Exercise aim: Below are some records. Return exactly the lines from the one containing "c.set_font_size(size)" through the one containing "c.restore()", both included, and only those.
• • •
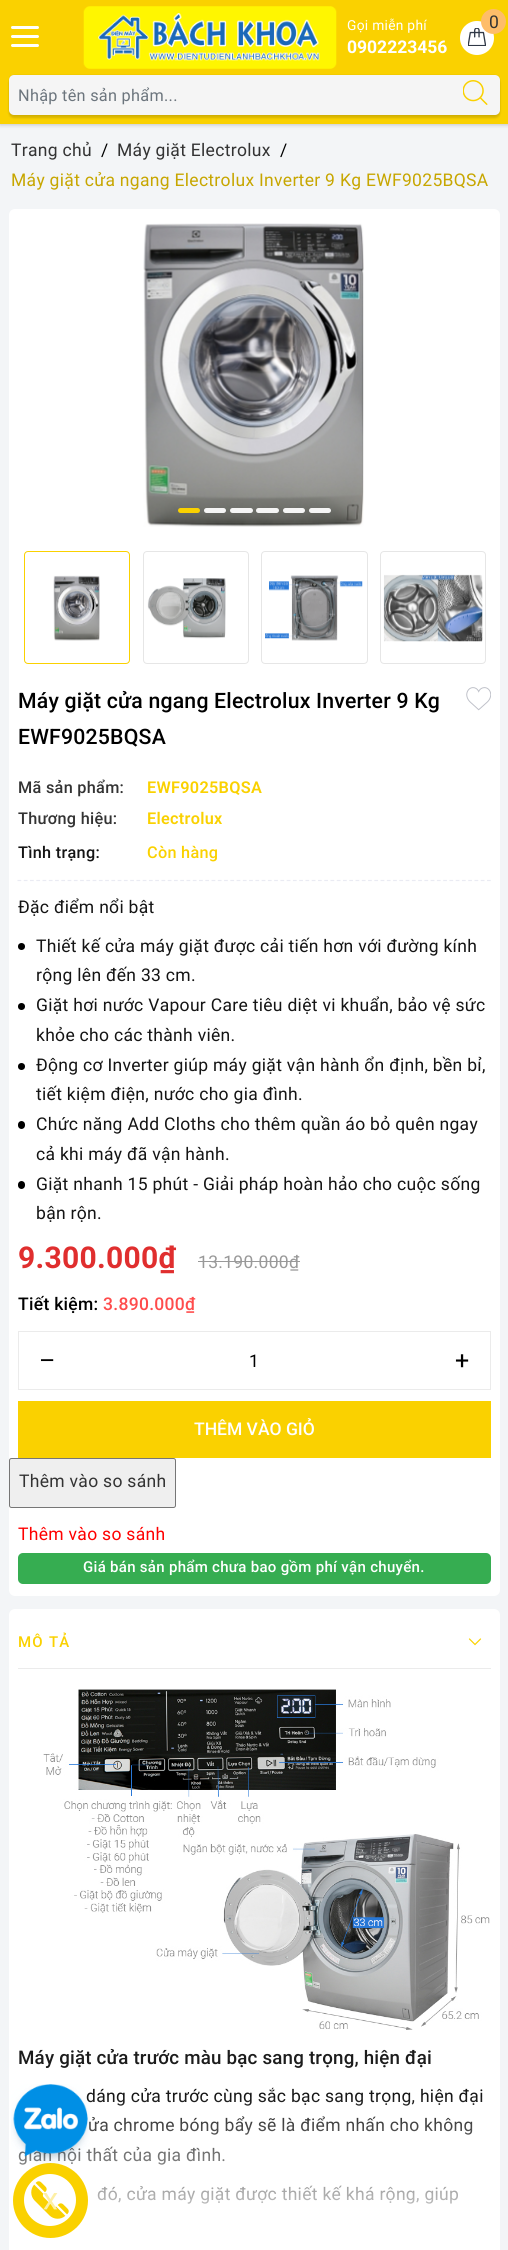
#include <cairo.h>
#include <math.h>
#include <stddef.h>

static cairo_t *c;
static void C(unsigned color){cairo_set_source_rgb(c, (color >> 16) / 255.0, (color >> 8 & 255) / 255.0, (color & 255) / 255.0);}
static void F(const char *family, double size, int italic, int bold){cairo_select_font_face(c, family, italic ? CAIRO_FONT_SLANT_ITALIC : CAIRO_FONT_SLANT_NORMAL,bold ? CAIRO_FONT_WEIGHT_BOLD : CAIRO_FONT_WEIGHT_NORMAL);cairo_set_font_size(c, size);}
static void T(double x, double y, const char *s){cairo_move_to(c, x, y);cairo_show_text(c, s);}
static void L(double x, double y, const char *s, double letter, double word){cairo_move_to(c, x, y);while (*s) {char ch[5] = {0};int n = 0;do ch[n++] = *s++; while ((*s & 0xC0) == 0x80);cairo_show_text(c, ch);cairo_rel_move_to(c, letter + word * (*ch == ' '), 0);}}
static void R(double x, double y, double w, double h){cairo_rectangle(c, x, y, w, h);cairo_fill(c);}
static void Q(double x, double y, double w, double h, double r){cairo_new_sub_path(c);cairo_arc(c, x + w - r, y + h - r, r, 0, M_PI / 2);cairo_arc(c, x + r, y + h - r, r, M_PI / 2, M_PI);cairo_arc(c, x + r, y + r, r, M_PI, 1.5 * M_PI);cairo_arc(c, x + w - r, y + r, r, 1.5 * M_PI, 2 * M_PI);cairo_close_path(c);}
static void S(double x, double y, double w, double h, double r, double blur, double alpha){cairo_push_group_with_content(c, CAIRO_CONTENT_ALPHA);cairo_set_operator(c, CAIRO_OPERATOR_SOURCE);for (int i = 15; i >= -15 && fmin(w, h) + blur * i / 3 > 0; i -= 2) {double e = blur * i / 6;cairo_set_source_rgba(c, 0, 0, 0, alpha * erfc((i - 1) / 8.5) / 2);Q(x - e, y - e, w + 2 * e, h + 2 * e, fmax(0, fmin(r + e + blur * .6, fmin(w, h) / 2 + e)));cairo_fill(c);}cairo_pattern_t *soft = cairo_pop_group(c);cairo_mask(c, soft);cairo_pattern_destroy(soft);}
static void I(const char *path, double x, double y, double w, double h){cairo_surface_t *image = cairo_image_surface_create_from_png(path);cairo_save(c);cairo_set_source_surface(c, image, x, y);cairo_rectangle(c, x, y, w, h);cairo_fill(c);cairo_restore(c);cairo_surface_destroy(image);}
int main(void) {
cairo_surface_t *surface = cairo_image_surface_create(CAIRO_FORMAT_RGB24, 508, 2250);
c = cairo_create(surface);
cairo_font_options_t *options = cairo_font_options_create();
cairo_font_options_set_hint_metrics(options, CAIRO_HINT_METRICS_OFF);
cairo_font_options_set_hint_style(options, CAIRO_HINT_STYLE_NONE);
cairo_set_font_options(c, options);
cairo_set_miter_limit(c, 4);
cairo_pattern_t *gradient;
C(0xf3f5f7);
cairo_paint(c);
C(0xfad100);
R(0,0,508,124);
cairo_save(c);
cairo_set_fill_rule(c,CAIRO_FILL_RULE_EVEN_ODD);
cairo_new_path(c);
cairo_move_to(c,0,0);
cairo_line_to(c,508,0);
cairo_line_to(c,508,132);
cairo_line_to(c,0,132);
cairo_close_path(c);
cairo_move_to(c,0,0);
cairo_line_to(c,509,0);
cairo_line_to(c,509,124);
cairo_line_to(c,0,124);
cairo_close_path(c);
cairo_clip(c);
C(0x000000);
S(0,1,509,124,0,2,.2);
cairo_restore(c);
C(0xffffff);
Q(11,26,28,3,1.5);
cairo_fill(c);
Q(11,35,28,3,1.5);
cairo_fill(c);
Q(11,44,28,3,1.5);
cairo_fill(c);
I("1.png",83,6,254,63);
F("Roboto",13.75,0,0);
L(347,30,"Gọi miễn phí",.3,0);
F("Roboto",17.5,0,1);
T(347,53,"0902223456");
cairo_new_path(c);
cairo_arc(c,477,38,17,0,2 * M_PI);
cairo_fill(c);
I("2.png",468,28,18,18);
C(0xfebd69);
cairo_arc(c,493.5,21.5,12.5,0,2 * M_PI);
cairo_fill(c);
F("Roboto",17.5,0,0);
C(0x333333);
L(489,28,"0",.3,0);
C(0x000000);
S(9,78,491,40,5,1,.14);
S(9,75,491,40,5,.5,.12);
C(0xf5f5f5);
Q(9,75,491,40,5);
cairo_fill(c);
F("Roboto",16.25,0,0);
C(0x6c757d);
L(18,101,"Nhập tên sản phẩm...",.3,0);
I("3.png",463,80,25,25);
F("Roboto",17.5,0,0);
C(0x333333);
L(11,156,"Trang chủ",.3,0);
C(0x000000);
L(101,156,"/",.3,0);
C(0x333333);
L(117,156,"Máy giặt Electrolux",.3,0);
C(0x000000);
L(280,156,"/",.3,0);
C(0xc7a600);
L(11,186,"Máy giặt cửa ngang Electrolux Inverter 9 Kg EWF9025BQSA",.3,0);
C(0xffffff);
Q(9,209,491,1387,6);
cairo_fill(c);
I("4.png",143,223,221,304);
C(0xfad100);
Q(178,508,22,5,2.5);
cairo_fill(c);
C(0xf5f5f5);
Q(204,508,22,5,2.5);
cairo_fill(c);
Q(230,508,23,5,2.5);
cairo_fill(c);
Q(256,508,23,5,2.5);
cairo_fill(c);
Q(283,508,22,5,2.5);
cairo_fill(c);
Q(309,508,22,5,2.5);
cairo_fill(c);
Q(24.5,551.5,105,112,3.5);
C(0xfad100);
cairo_set_line_width(c,1);
cairo_stroke(c);
I("5.png",53,575,47,66);
Q(143.5,551.5,105,112,3.5);
C(0xe6e6e6);
cairo_stroke(c);
I("6.png",147,578,79,61);
Q(261.5,551.5,106,112,3.5);
cairo_stroke(c);
I("7.png",265,575,98,66);
Q(380.5,551.5,105,112,3.5);
cairo_stroke(c);
I("8.png",383,574,100,68);
F("Roboto Medium",21.25,0,0);
C(0x000000);
L(18,708,"Máy giặt cửa ngang Electrolux Inverter 9 Kg",.2,0);
L(18,744,"EWF9025BQSA",.2,0);
I("9.png",466,687,25,24);
F("Roboto Medium",16.25,0,0);
C(0x333333);
L(18,793,"Mã sản phẩm:",.3,0);
F("Roboto SemiBold",16.25,0,0);
C(0xfad100);
L(147,793,"EWF9025BQSA",.3,0);
F("Roboto Medium",16.25,0,0);
C(0x333333);
L(18,824,"Thương hiệu:",.3,0);
F("Roboto SemiBold",16.25,0,0);
C(0xfad100);
L(147,824,"Electrolux",.3,0);
cairo_new_path(c);
cairo_move_to(c,17.5,880.5);
cairo_line_to(c,491,880.5);
C(0xeaebf3);
cairo_set_line_width(c,1.2);
cairo_set_dash(c,(double[]){3.75,2.51},2,0);
cairo_stroke(c);
F("Roboto Medium",16.25,0,0);
C(0x141414);
L(18,858,"Tình trạng:",.3,0);
C(0xfad100);
L(147,858,"Còn hàng",.3,0);
F("Roboto",17.5,0,0);
C(0x141414);
L(18,913,"Đặc điểm nổi bật",.3,0);
C(0x000000);
cairo_new_path(c);
cairo_arc(c,21.5,946.5,3.5,0,2 * M_PI);
cairo_fill(c);
C(0x141414);
L(36,952,"Thiết kế cửa máy giặt được cải tiến hơn với đường kính",.3,0);
L(36,981,"rộng lên đến 33 cm.",.3,0);
C(0x000000);
cairo_new_path(c);
cairo_arc(c,21.5,1006.5,3.5,0,2 * M_PI);
cairo_fill(c);
C(0x141414);
L(36,1011,"Giặt hơi nước Vapour Care tiêu diệt vi khuẩn, bảo vệ sức",.3,0);
L(36,1041,"khỏe cho các thành viên.",.3,0);
C(0x000000);
cairo_new_path(c);
cairo_arc(c,21.5,1066.5,3.5,0,2 * M_PI);
cairo_fill(c);
C(0x141414);
L(36,1071,"Động cơ Inverter giúp máy giặt vận hành ổn định, bền bỉ,",.3,0);
L(36,1100,"tiết kiệm điện, nước cho gia đình.",.3,0);
C(0x000000);
Q(18,1121,7,8,3.5);
cairo_fill(c);
C(0x141414);
L(36,1130,"Chức năng Add Cloths cho thêm quần áo bỏ quên ngay",.3,0);
L(36,1160,"cả khi máy đã vận hành.",.3,0);
C(0x000000);
Q(18,1181,7,8,3.5);
cairo_fill(c);
C(0x141414);
L(36,1190,"Giặt nhanh 15 phút - Giải pháp hoàn hảo cho cuộc sống",.3,0);
L(36,1219,"bận rộn.",.3,0);
F("Roboto",30,0,1);
C(0xe02e2e);
L(18,1268,"9.300.000₫",.3,0);
F("Roboto",17.5,0,0);
C(0x999999);
L(198,1268,"13.190.000₫",.3,0);
R(198,1261,102,1);
F("Roboto Medium",17.5,0,0);
C(0x000000);
L(18,1310,"Tiết kiệm:",.3,0);
C(0xff4c4c);
L(103,1310,"3.890.000₫",.3,0);
cairo_rectangle(c,18.5,1331.5,472,58);
C(0xebebeb);
cairo_set_line_width(c,1);
cairo_set_dash(c,NULL,0,0);
cairo_stroke(c);
F("Roboto",25,0,0);
C(0x000000);
L(39,1369,"–",.3,0);
F("Roboto",17.5,0,0);
L(249,1367,"1",.3,0);
F("Roboto",25,0,0);
L(455,1369,"+",.3,0);
C(0xfad100);
R(18,1401,473,57);
F("Roboto Medium",17.5,0,0);
C(0xffffff);
T(194,1435,"THÊM VÀO GIỎ");
C(0xefefef);
Q(9.5,1458.5,166,49,2);
cairo_fill_preserve(c);
C(0x767676);
cairo_stroke(c);
F("Roboto",17.5,0,0);
C(0x333333);
L(19,1487,"Thêm vào so sánh",.3,0);
C(0xff0000);
L(18,1540,"Thêm vào so sánh",.3,0);
C(0x28a745);
Q(18,1553,473,31,5);
cairo_fill(c);
cairo_set_source_rgba(c,1,1,1,0.07);
Q(18,1553,473,31,5);
cairo_fill(c);
F("Roboto Medium",15,0,0);
C(0xffffff);
L(83,1572,"Giá bán sản phẩm chưa bao gồm phí vận chuyển.",.3,0);
Q(9,1609,491,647,6);
cairo_fill(c);
C(0xebebeb);
R(18,1668,473,1);
C(0xfad100);
L(18,1647,"MÔ TẢ",1.25,0);
cairo_new_path(c);
cairo_move_to(c,480.5,1639);
cairo_line_to(c,475,1644.5);
cairo_line_to(c,469.5,1639);
cairo_set_line_width(c,1.2);
cairo_set_line_cap(c,CAIRO_LINE_CAP_ROUND);
cairo_stroke(c);
I("10.png",43,1689,447,341);
F("Roboto Medium",18.75,0,0);
C(0x1c1c1c);
L(18,2064,"Máy giặt cửa trước màu bạc sang trọng, hiện đại",.2,0);
F("Roboto",17.5,0,0);
C(0x141414);
L(86,2102,"dáng cửa trước cùng sắc bạc sang trọng, hiện đại",.3,0);
L(88,2131,"ửa chrome bóng bẩy sẽ là điểm nhấn cho không",.3,0);
L(18,2161,"gian nội thất của gia đình.",.3,0);
L(97,2200,"đó, cửa máy giặt được thiết kế khá rộng, giúp",.3,0);
gradient = cairo_pattern_create_linear(254,2094,254,2244);
cairo_pattern_add_color_stop_rgba(gradient,0,1,1,1,0);
cairo_pattern_add_color_stop_rgba(gradient,.33,1,1,1,.33);
cairo_pattern_add_color_stop_rgba(gradient,.83,1,1,1,.8);
cairo_pattern_add_color_stop_rgba(gradient,1,1,1,1,1);
cairo_set_source(c,gradient);
cairo_pattern_destroy(gradient);
R(18,2097,465,107);
C(0xfad100);
cairo_new_path(c);
cairo_arc(c,50.5,2200.5,37.5,0,2 * M_PI);
cairo_fill(c);
I("11.png",11,2084,79,80);
C(0xffffff);
cairo_arc(c,50,2200,26,0,2 * M_PI);
cairo_fill(c);
I("12.png",31,2181,38,38);
F("Roboto",31,0,0);
C(0xfdefa6);
cairo_save(c);
cairo_translate(c,58,2193);
cairo_rotate(c,180 * M_PI / 180);
L(0,0,"x",.3,0);
cairo_restore(c);
cairo_surface_write_to_png(surface, "o.png");
cairo_font_options_destroy(options);
cairo_destroy(c);
cairo_surface_destroy(surface);
return 0;
}
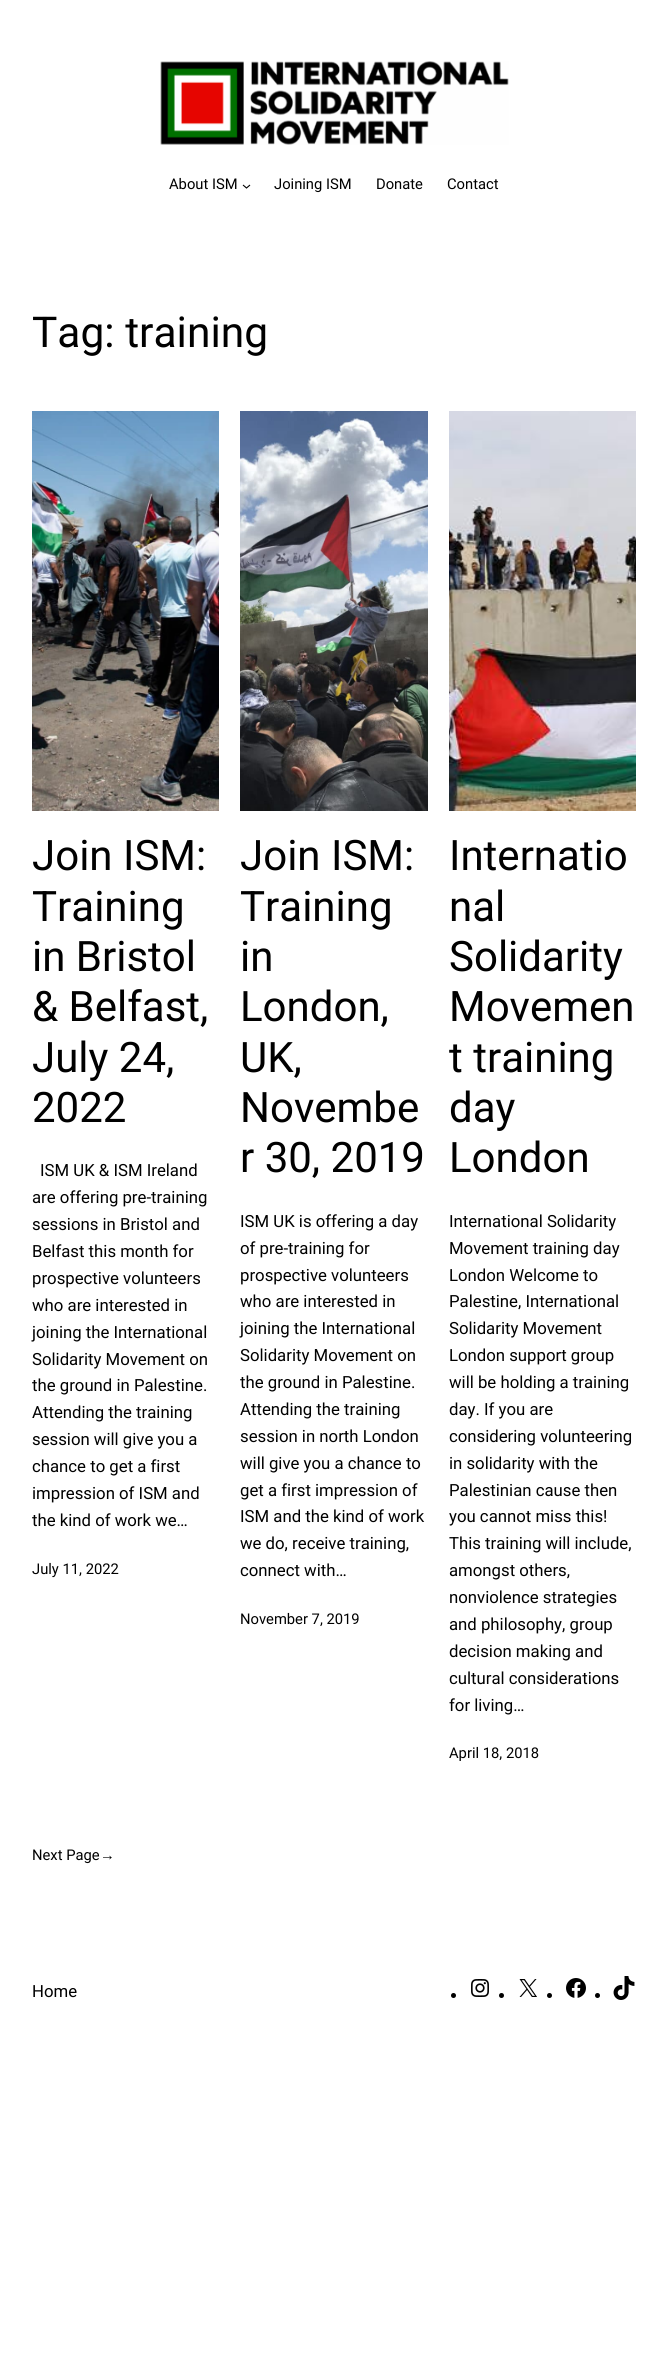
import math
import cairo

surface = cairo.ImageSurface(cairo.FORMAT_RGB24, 668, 2362)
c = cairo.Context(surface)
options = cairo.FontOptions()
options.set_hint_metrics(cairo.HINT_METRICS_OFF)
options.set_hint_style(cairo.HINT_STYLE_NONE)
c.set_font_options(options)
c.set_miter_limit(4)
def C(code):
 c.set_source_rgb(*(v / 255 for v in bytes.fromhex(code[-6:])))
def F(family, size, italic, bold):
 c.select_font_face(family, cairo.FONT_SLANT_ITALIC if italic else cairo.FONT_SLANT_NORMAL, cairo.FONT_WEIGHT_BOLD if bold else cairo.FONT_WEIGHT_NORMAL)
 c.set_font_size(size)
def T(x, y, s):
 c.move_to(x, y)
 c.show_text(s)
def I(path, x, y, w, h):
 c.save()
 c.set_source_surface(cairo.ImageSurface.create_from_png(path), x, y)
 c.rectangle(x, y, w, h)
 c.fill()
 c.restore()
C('ffffff')
c.paint()
I('1.png',160,61,349,84)
F('Roboto',14.75,0,0)
C('000000')
T(169,189,'About ISM')
c.new_path()
c.move_to(243,185)
c.line_to(246.5,188)
c.line_to(250,185)
c.set_line_width(1.1)
c.stroke()
T(274,189,'Joining ISM')
T(376,189,'Donate')
T(447,189,'Contact')
F('Roboto',42.5,0,0)
T(32,347,'Tag: training')
I('2.png',32,411,187,400)
F('Roboto',42,0,0)
T(32,870,'Join ISM:')
T(32,921,'Training')
T(32,971,'in Bristol')
T(32,1021,'& Belfast,')
T(32,1072,'July 24,')
T(32,1122,'2022')
F('Roboto',16.75,0,0)
T(40,1176,'ISM UK & ISM Ireland')
T(32,1203,'are offering pre-training')
T(32,1230,'sessions in Bristol and')
T(32,1257,'Belfast this month for')
T(32,1284,'prospective volunteers')
T(32,1311,'who are interested in')
T(32,1338,'joining the International')
T(32,1365,'Solidarity Movement on')
T(32,1391,'the ground in Palestine.')
T(32,1418,'Attending the training')
T(32,1445,'session will give you a')
T(32,1472,'chance to get a first')
T(32,1499,'impression of ISM and')
T(32,1526,'the kind of work we…')
F('Roboto',14.75,0,0)
T(32,1574,'July 11, 2022')
I('3.png',240,411,188,400)
F('Roboto',42,0,0)
T(240,870,'Join ISM:')
T(240,921,'Training')
T(240,971,'in')
T(240,1021,'London,')
T(240,1072,'UK,')
T(240,1122,'Novembe')
T(240,1172,'r 30, 2019')
F('Roboto',16.75,0,0)
T(240,1227,'ISM UK is offering a day')
T(240,1254,'of pre-training for')
T(240,1281,'prospective volunteers')
T(240,1307,'who are interested in')
T(240,1334,'joining the International')
T(240,1361,'Solidarity Movement on')
T(240,1388,'the ground in Palestine.')
T(240,1415,'Attending the training')
T(240,1442,'session in north London')
T(240,1469,'will give you a chance to')
T(240,1496,'get a first impression of')
T(240,1522,'ISM and the kind of work')
T(240,1549,'we do, receive training,')
T(240,1576,'connect with…')
F('Roboto',14.75,0,0)
T(240,1624,'November 7, 2019')
I('4.png',449,411,187,400)
F('Roboto',42,0,0)
T(449,870,'Internatio')
T(449,921,'nal')
T(449,971,'Solidarity')
T(449,1021,'Movemen')
T(449,1072,'t training')
T(449,1122,'day')
T(449,1172,'London')
F('Roboto',16.75,0,0)
T(449,1227,'International Solidarity')
T(449,1254,'Movement training day')
T(449,1281,'London Welcome to')
T(449,1307,'Palestine, International')
T(449,1334,'Solidarity Movement')
T(449,1361,'London support group')
T(449,1388,'will be holding a training')
T(449,1415,'day. If you are')
T(449,1442,'considering volunteering')
T(449,1469,'in solidarity with the')
T(449,1496,'Palestinian cause then')
T(449,1522,'you cannot miss this!')
T(449,1549,'This training will include,')
T(449,1576,'amongst others,')
T(449,1603,'nonviolence strategies')
T(449,1630,'and philosophy, group')
T(449,1657,'decision making and')
T(449,1684,'cultural considerations')
T(449,1711,'for living…')
F('Roboto',14.75,0,0)
T(449,1758,'April 18, 2018')
T(32,1860,'Next Page')
F('Liberation Sans',14.75,0,0)
T(100,1860,'→')
F('Roboto',16.75,0,0)
T(32,1997,'Home')
c.new_path()
c.arc(453.5,1995.5,2.5,0,2 * math.pi)
c.fill()
I('5.png',471,1979,18,18)
c.arc(501.5,1995.5,2.5,0,2 * math.pi)
c.fill()
I('6.png',519,1979,18,18)
c.arc(549.5,1995.5,2.5,0,2 * math.pi)
c.fill()
I('7.png',566,1978,20,20)
c.arc(597.5,1995.5,2.5,0,2 * math.pi)
c.fill()
I('8.png',613,1976,22,24)
surface.write_to_png('o.png')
• • •
Task answer:
 c.set_font_size(size)
def T(x, y, s):
 c.move_to(x, y)
 c.show_text(s)
def I(path, x, y, w, h):
 c.save()
 c.set_source_surface(cairo.ImageSurface.create_from_png(path), x, y)
 c.rectangle(x, y, w, h)
 c.fill()
 c.restore()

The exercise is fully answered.